Earnings per share: EPS can be a good indicator of the worth of a business as it tells you how valuable each share is in the context of the earnings each has generated. 

Price to earnings: P/E is also an invaluable measure used to determine the stock value of a company. This is especially useful as a comparison tool against competition and other players in the same sector. 

Book value: This tells you how valuable the share of a company is. If the book value is higher than the price the share is trading at, it means it is definitely a bargain price at which to buy it. 

Dividend per share: When you have bought shares of a company, you are part owner of the business. Any profit made by the company not just results in your portfolio appreciating but also makes you eligible for any dividends declared by the company. The higher the valuation of the stock, the better the chances to get a good dividend payout is.

How to Calculate the Market Value

If your company is listed and traded on an exchange, there is a proven way to calculate the market value of your business. This can be validated by how the shareholders embrace your shares and market activity helps push its prices up. 

To also understand, as a business owner, the value of your own holding in the company, the market value has relevance in that sense too. The current market price multiplied by the total holding can reveal that too. 

Here are the steps involved to calculate the market value.

  1. Check the total number of outstanding shares of your company. The balance sheet will carry this number as will the major financial websites. 
  2. Look up the latest stock price that also will be widely available on all media platforms including print, television and online. 
  3. You will be able to get the figure of the market capitalisation by multiplying the number of outstanding stock with the latest market price. This also will be the market value of the company. 

Check Out: How to Diversify a Concentrated Stock Position

Pros of the Market Value System

Market value is a good indicator of the health of a company and a fair yardstick of measurement of its share price valuation. It can project a company in good light and positively influence the movement of its stock values. There can also be bloodbaths at the stock exchanges if the valuation takes a hit and starts to slide. 

The market value, as an approach, is also a good way for anyone to understand how well a company performs. This can include the shareholder who wants to be sure if the stock he is purchasing is of a company he can trust to invest in.
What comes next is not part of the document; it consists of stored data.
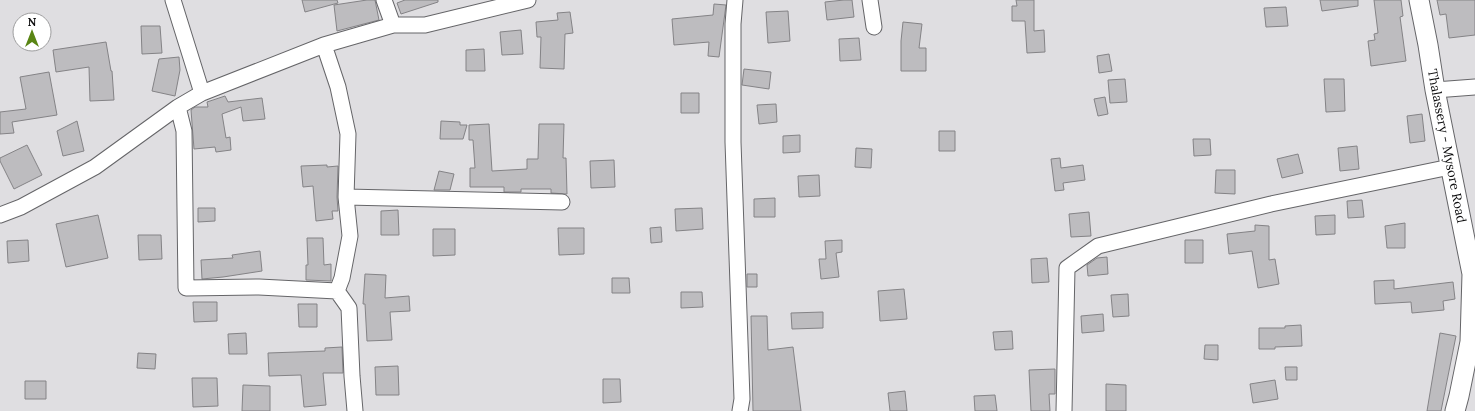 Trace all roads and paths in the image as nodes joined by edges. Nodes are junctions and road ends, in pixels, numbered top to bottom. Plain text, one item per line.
1 (173, 0) edge
2 (384, 0) edge
3 (528, 0) edge
4 (735, 0) edge
5 (870, 0) edge
6 (1419, 0) edge
7 (393, 25) junction
8 (874, 27) dead end
9 (324, 45) junction
10 (1475, 87) edge
11 (1434, 90) junction
12 (202, 93) junction
13 (178, 107) junction
14 (1450, 167) junction
15 (346, 197) junction
16 (562, 202) dead end
17 (0, 215) edge
18 (337, 291) junction
19 (1473, 342) edge
20 (355, 411) edge
21 (740, 411) edge
22 (1064, 411) edge
23 (1455, 411) edge

1 - 12 street
2 - 7 street
3 - 7 street
4 - 21 street
5 - 8 street
6 - 11 main road, Thalassery - Mysore Road
7 - 9 street
9 - 12 street
9 - 15 street
10 - 11 street
11 - 14 main road, Thalassery - Mysore Road
12 - 13 street
13 - 17 street
13 - 18 street
14 - 19 main road, Thalassery - Mysore Road
14 - 22 street
15 - 16 street
15 - 18 street
18 - 20 street
19 - 23 main road, Thalassery - Mysore Road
Similarly, the market valuation helps a new investor who wants to pump in capital into a company or another business that wants to partner, merge or take over.

Cons of the Market Value System

But it is also argued that the correct market value can be arrived at only on the basis of available information about the company. Often, there is a lack of adequate information because a business may be relatively new or has not been retaining books properly or has not been transparent. In such situations, arriving at a value can be inaccurate and even misleading to a potential buyer of its stocks or a potential investor. 

Also, there can be situations where there is not enough data available about an industry or a company’s competitors to form a comparative assessment. This gap in information could also convey an incomplete picture of the market value.  

Market Value, Book Value and Share Value

To understand the value of a company, there isn’t anyone calculation or indicator that can help you arrive at the exact amount or get the right picture. The commonly used values in business include the market value, the book value and the share value. 

It can be too simplistic an approach to assume that the market value will perfectly mirror the book value and the share price or that each has an exact and direct correlation with the others. At best, these can be fairly accurate reflections of one another and help give a good enough direction as to how well the business is doing. 

  • Market value is the price at which an asset or a share or one unit of the company can be bought or sold. 
  • Book value is the amount received if the company liquidates its assets.
  • Share value is the closing price of the company’s common stock multiplied by the accumulated shares for a trading day.